Dialogue Generation on Infrequent Sentence Functions via Structured Meta-Learning: Supplementary Material

First Author
Affiliation / Address line 1
Affiliation / Address line 2
Affiliation / Address line 3
email@domain
&Second Author
Affiliation / Address line 1
Affiliation / Address line 2
Affiliation / Address line 3
email@domain

1 Model Settings

We take the most frequent 30k words as our vocabulary and use the pretrained embeddings Song2018DirectionalSE for initialization. The sentence function embedding with dimension 20 is randomly initialized and learned through training. We use two-layer LSTMs in both encoder and decoder, and the LSTMs hidden unit size is set to 400. We use dropout Srivastava2014DropoutAS with the probability $p=0.3$ . All trainable parameters, except word embeddings, are randomly initialized with the uniform distribution in $(-0.1,0.1)$ . We adopt the teacher-forcing for the training.

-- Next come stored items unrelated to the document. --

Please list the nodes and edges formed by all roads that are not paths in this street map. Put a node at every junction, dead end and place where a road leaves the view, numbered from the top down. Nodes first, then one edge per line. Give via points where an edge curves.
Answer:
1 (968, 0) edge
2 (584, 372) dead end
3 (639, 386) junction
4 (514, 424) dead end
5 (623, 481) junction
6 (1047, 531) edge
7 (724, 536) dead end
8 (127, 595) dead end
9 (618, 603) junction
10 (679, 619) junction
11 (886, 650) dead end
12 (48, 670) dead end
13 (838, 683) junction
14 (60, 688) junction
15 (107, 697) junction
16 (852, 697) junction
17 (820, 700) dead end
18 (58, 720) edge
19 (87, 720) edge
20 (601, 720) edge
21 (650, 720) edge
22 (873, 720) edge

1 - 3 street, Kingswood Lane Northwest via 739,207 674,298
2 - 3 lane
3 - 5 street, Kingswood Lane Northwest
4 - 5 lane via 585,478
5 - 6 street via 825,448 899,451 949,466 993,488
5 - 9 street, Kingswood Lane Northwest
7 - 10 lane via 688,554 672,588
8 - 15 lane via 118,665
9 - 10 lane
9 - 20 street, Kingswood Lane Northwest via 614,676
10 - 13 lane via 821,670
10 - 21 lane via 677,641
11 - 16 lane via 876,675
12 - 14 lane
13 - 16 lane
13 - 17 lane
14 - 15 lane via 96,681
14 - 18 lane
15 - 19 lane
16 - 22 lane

In the testing, we select the model with the lowest perplexity and beam search with size 5 is employed for generation. All hyper-parameters and models are selected on the validation dataset.

2 Learning Settings

We use SGD as the optimizer with a minibatch size of 64 and an initial learning rate of 1.0 for both meta-learning (line 9 and line 11 in Algorithm 1) and multi-task learning (We also tried Adam adam but found that SGD performed better.). For meta-learning, we sample 3 tasks for line 3 in Algorithm 1 and take a single gradient step for line 9 and line 11 in Algorithm 1. We meta-train the model for 8 epochs and start having the learning rate after the 3 epoch. All models are fine-tuned with a SGD optimizer with a minibatch size of 64 and learning rate of 0.1. We set the gradient norm upper bound to 3 and 1 during the training and fine-tuning respectively. To avoid any random results, we report the average of five runs for all results.